Jennifer and Bryan will further dissect how digital literacy and fluency differ, and why this difference is important.
Five tips to help you create a personal brand and a positive digital reputation
1. What will they find when they Google you?
2. What is branding?
Your brand is what you represent, the content that you share, your audience, your Personal Learning Network (PLN), and your teaching philosophy. You want your brand to demonstrate that you are trustworthy, and offer quality content, insightful comments, and experience. Your brand tells your audience that what you offer is of value. Together, the elements that create your brand should communicate a distinct, cohesive story. For instance, when you visit any of my social media profiles, you will see a consistent message. The avatar and logo for my website Shake Up Learning are more recognizable than my face, and that’s intentional. That isn’t to say that every brand needs an avatar. But do find a creative way to tell your personal story.
3. Choose the right platforms
There is no right or wrong platform. Choosing where you want to build your online presence depends on the audience that you want to engage. If you want to reach parents and school community stakeholders, Facebook is a strong bet. If you want to reach other educators, Twitter and Pinterest are big winners. The bottom line is that you don’t have to use them all. Find and connect with your audience where your audience resides.
4. Claim your social media real estate
Before you settle on a username, check that it’s available on all of the social media platforms that you want to use—and then keep it consistent. You will lose your audience if you make it hard to find you. Also keep your handle simple and short, and try to avoid special characters. When a new platform arrives, claim your username early even if you aren’t sure that you will maintain a presence there.
5. Optimize your social media profiles
Guy Kawasaki, co-author of The Art of Social Media, khas nearly 1.5 million followers on Twitter alone, and he offers effective social media tips in his book. Here are the basics:
Add a picture of your face or logo. Your picture validates who you are. No more eggheads! Using the default egg avatar on Twitter says you don’t have a brand, and doesn’t tell your audience that you are trustworthy.
Use your real name.
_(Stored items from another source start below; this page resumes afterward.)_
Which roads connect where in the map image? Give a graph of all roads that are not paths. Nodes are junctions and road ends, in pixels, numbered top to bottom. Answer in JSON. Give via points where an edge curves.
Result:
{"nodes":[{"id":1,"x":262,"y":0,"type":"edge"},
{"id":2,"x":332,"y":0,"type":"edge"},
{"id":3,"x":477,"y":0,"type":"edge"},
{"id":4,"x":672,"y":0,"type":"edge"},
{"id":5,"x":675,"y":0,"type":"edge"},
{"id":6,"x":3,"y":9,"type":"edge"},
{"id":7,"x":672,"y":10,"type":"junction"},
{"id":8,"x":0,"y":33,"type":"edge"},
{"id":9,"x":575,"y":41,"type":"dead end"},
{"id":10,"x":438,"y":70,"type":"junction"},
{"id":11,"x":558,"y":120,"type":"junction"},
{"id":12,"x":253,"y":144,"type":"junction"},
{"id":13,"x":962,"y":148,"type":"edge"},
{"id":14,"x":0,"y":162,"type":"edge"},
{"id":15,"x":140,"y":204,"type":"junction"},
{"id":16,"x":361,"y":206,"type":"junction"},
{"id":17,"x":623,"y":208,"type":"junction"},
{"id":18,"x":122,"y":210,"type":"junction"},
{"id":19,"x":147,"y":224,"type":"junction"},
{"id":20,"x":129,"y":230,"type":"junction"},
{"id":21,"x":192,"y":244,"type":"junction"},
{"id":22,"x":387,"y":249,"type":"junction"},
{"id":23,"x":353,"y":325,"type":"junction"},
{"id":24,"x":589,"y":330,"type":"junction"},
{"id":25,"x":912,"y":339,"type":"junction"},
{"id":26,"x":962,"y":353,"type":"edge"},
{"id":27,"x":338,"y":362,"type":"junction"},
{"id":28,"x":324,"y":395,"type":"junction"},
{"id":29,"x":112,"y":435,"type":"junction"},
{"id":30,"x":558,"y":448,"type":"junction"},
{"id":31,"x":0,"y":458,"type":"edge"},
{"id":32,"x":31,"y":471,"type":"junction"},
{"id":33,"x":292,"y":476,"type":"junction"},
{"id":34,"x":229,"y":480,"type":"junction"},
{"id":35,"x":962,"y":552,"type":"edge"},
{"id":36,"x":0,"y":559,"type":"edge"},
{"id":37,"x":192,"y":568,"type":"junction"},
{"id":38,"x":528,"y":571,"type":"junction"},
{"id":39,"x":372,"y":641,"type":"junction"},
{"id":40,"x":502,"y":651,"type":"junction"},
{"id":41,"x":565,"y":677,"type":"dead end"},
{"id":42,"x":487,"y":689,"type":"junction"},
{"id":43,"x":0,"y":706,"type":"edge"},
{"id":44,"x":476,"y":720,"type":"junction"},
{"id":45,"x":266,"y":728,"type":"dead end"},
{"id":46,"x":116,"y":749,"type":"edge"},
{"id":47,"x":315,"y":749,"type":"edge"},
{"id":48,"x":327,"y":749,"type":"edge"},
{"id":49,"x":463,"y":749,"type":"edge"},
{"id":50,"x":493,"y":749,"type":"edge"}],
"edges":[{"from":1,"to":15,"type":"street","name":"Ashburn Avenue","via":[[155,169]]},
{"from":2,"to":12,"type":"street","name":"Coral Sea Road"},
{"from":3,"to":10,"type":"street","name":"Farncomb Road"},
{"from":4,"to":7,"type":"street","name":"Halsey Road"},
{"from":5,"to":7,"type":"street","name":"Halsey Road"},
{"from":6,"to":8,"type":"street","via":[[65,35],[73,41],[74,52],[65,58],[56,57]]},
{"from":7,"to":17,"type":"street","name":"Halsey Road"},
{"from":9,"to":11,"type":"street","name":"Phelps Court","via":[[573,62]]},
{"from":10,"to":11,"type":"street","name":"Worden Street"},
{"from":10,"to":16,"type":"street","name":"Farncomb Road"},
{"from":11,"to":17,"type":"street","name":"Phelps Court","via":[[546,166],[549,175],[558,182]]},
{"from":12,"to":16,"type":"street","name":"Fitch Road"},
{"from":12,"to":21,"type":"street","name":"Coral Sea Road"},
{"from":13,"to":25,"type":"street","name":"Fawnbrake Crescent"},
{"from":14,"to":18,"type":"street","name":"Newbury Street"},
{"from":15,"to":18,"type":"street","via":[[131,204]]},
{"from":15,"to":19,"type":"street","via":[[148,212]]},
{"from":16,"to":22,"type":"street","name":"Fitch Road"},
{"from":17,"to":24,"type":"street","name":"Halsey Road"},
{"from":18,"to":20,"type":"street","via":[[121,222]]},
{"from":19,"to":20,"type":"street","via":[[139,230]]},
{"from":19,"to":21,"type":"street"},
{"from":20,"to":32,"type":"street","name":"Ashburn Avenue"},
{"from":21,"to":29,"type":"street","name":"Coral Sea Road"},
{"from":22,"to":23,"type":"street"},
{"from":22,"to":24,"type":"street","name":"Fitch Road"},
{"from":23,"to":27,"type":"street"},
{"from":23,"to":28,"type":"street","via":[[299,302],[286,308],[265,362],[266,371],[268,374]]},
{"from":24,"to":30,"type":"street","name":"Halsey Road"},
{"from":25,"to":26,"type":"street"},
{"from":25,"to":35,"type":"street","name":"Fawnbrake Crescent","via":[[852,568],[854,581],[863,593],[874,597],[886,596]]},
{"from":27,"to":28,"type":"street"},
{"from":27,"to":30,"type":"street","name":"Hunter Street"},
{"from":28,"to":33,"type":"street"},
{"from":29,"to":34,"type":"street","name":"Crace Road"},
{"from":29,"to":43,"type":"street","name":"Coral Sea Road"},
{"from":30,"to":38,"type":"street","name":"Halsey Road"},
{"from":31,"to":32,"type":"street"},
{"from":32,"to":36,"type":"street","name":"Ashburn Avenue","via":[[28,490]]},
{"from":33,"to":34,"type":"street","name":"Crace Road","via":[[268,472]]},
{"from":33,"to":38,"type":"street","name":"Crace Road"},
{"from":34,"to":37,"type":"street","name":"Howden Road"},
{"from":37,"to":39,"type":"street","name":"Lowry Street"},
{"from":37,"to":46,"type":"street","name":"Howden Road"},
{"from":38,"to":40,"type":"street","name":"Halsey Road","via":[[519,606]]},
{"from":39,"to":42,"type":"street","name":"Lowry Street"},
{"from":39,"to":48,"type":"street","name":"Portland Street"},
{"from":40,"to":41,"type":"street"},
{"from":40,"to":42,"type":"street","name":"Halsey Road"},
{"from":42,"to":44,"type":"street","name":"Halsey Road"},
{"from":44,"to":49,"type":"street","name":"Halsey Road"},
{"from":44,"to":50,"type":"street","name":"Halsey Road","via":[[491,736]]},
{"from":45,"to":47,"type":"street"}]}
Sure, you can lie, but that isn’t going to help you build a brand and online presence. Many platforms allow you to show your name as well as your handle.
Link to your website, blog or About.me page. Don’t have one? Get one! You may not be ready to start a blog, but anyone can easily set up an About.me page—which is like an online resume.
Compose a meaningful bio, which will help others find and follow you. It should describe your experience in the field of education and highlight topics that you follow like Maker Ed, Google Apps, or edtech.
Add a cover image. Choose an image that tells your story. Who are you? What do you do that sets you apart? Canva is a graphic design tool that makes creating a cover image easy. It offers ready-made templates in the right size for all of the major social media platforms.
Be consistent across all mediums. You want your followers to see the same brand on all of your social media profiles. This also means you shouldn’t change your profile picture every five minutes. Be recognizable.
Tools to build your brand and online presence
About.me: A quick and easy personal homepage that shows your audience who you are and how to connect with you.
Canva: An easy-to-use design tool for creating images, with templates for social media.
Fiverr: A marketplace for services that you can use to commission a logo, avatar, or web design.